Exercise prompt |
Each line that has the string "image" must be copied from the records below.
(Beginning of Available records)
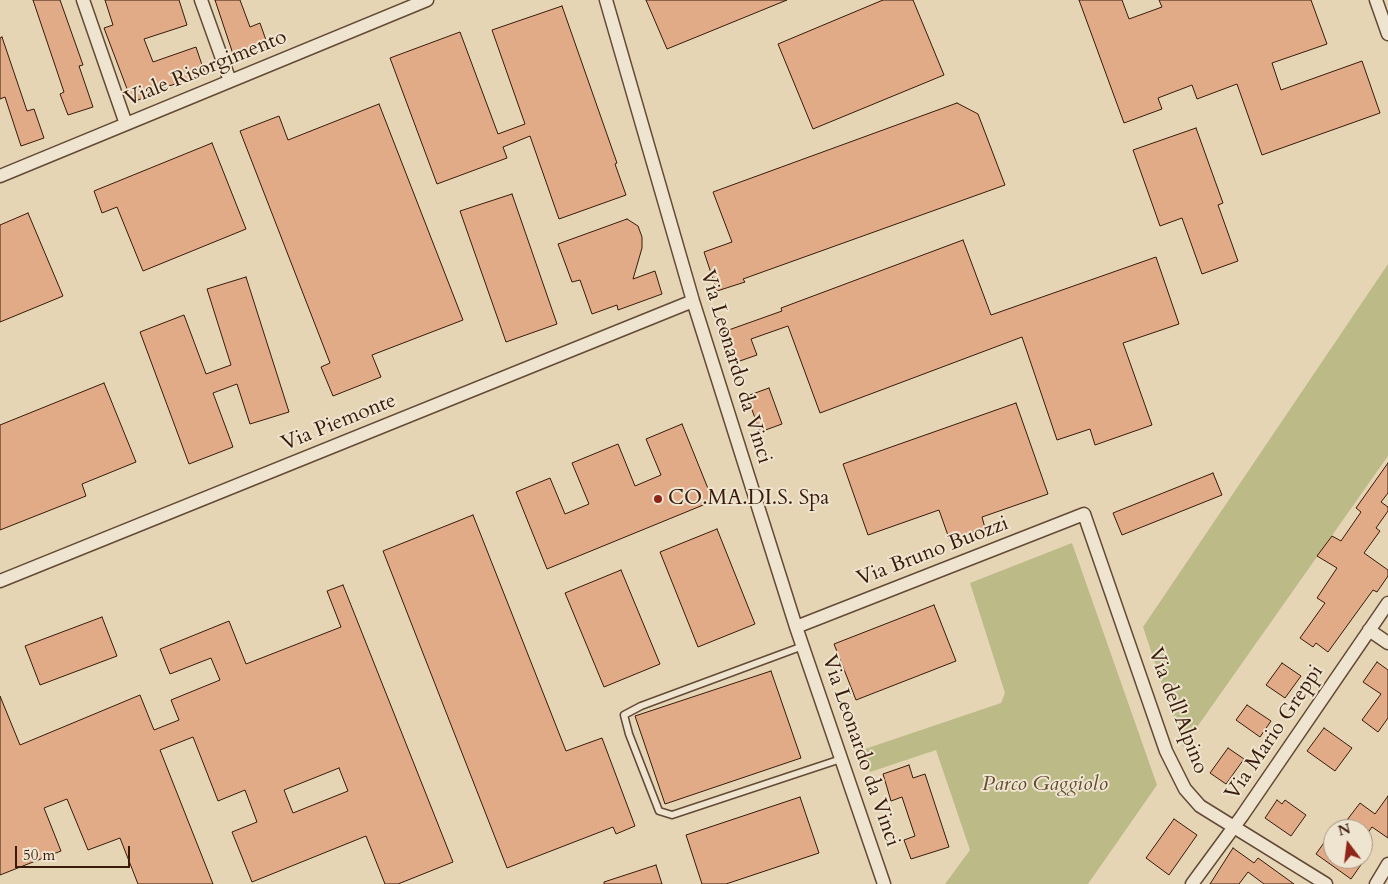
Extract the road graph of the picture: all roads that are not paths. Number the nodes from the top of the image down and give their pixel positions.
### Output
(End of Available records)
(Beginning of Available records)
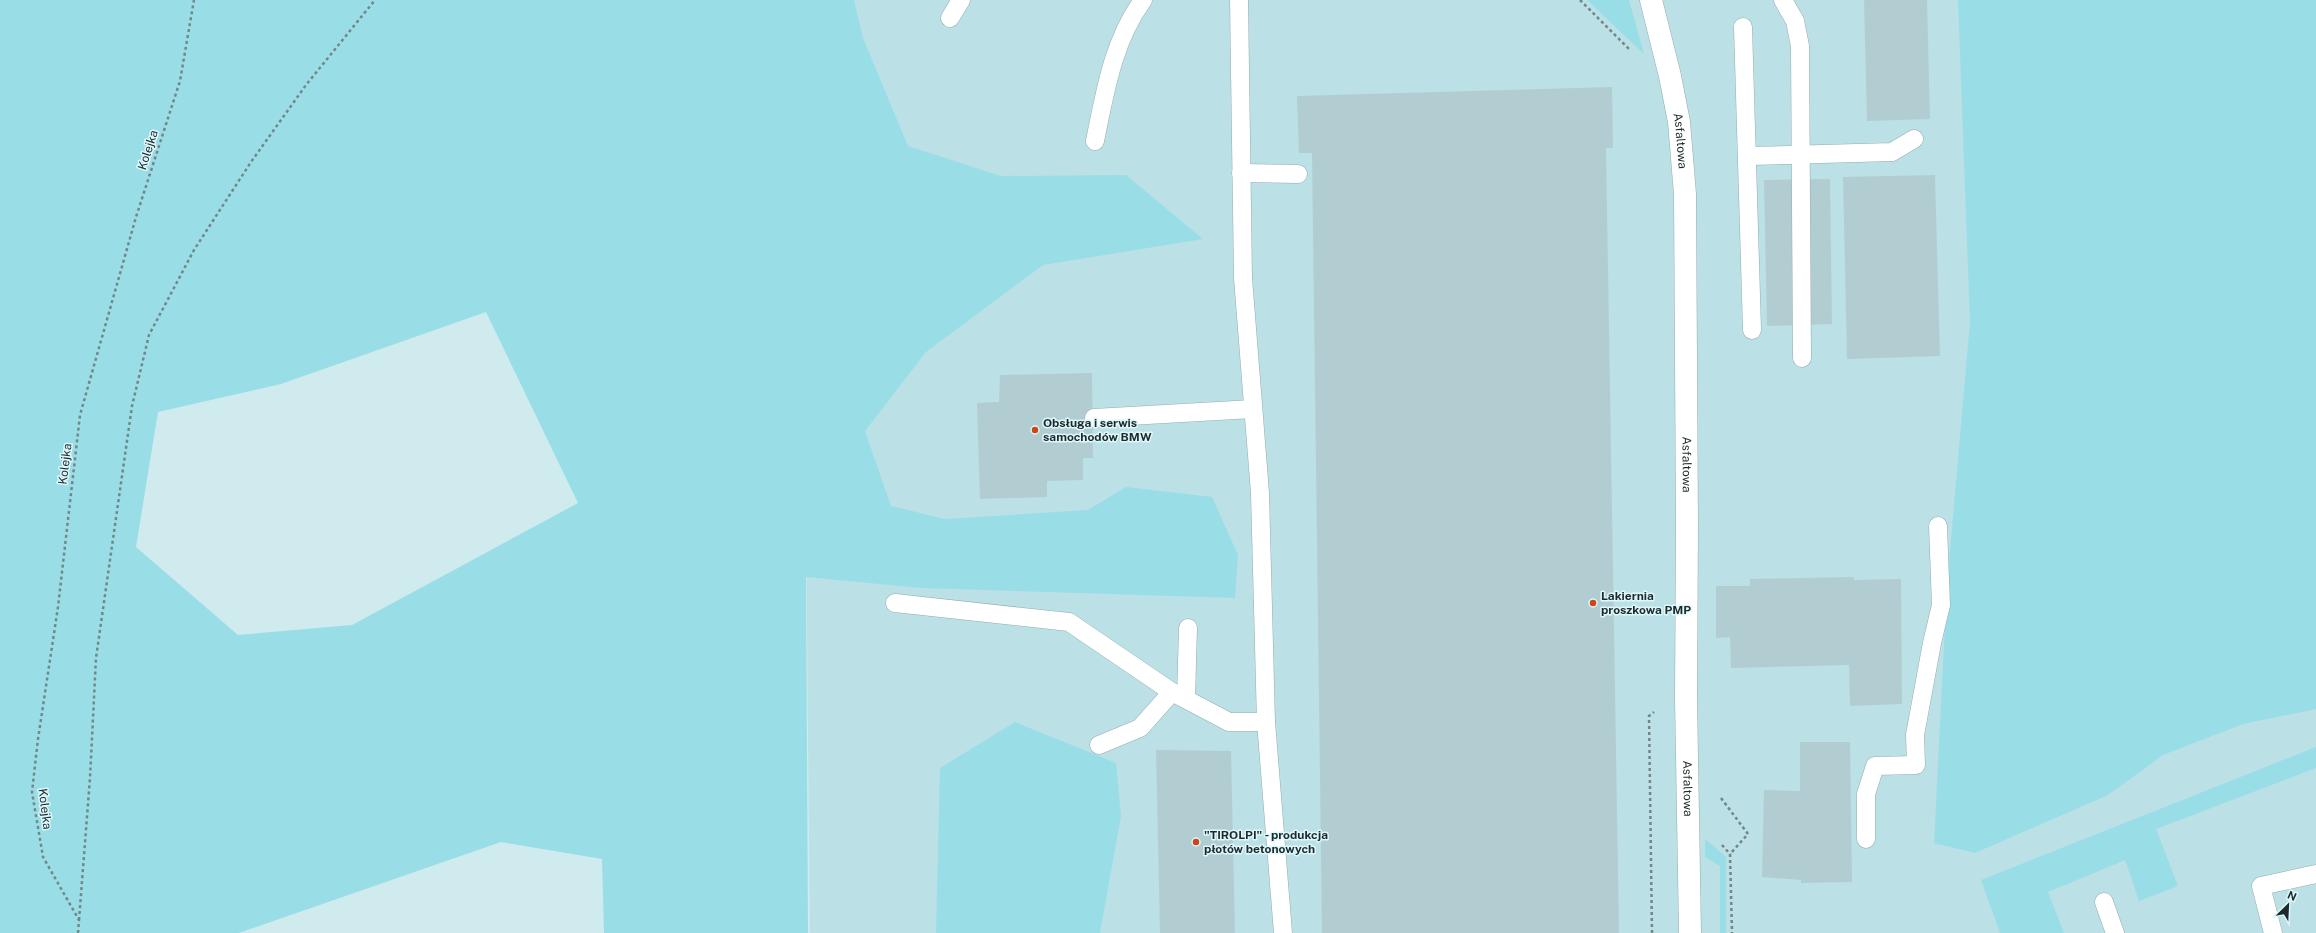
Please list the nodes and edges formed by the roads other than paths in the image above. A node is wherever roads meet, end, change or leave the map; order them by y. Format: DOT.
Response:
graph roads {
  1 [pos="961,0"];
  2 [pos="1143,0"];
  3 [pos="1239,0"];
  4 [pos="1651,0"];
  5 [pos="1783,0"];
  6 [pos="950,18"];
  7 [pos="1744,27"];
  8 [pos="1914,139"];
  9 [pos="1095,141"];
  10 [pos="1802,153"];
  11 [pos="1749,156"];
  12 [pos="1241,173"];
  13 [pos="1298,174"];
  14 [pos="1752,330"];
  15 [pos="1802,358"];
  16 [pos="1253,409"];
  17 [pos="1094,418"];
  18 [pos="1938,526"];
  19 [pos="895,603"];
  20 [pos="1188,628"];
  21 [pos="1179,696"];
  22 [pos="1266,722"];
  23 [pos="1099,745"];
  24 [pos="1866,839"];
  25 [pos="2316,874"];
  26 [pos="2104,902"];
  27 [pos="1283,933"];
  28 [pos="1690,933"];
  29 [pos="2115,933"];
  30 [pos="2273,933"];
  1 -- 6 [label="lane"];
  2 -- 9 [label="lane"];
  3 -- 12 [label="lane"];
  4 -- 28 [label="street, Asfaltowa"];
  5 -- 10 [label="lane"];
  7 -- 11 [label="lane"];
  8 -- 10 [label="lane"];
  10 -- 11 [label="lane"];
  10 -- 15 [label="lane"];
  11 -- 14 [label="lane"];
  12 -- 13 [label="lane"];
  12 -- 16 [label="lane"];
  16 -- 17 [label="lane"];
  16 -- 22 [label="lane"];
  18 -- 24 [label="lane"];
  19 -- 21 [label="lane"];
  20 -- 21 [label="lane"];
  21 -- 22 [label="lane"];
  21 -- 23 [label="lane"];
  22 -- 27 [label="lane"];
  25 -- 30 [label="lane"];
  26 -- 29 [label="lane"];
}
(End of Available records)
Output for this task |
Extract the road graph of the picture: all roads that are not paths. Number the nodes from the top of the image down and give their pixel positions.
Please list the nodes and edges formed by the roads other than paths in the image above. A node is wherever roads meet, end, change or leave the map; order them by y. Format: DOT.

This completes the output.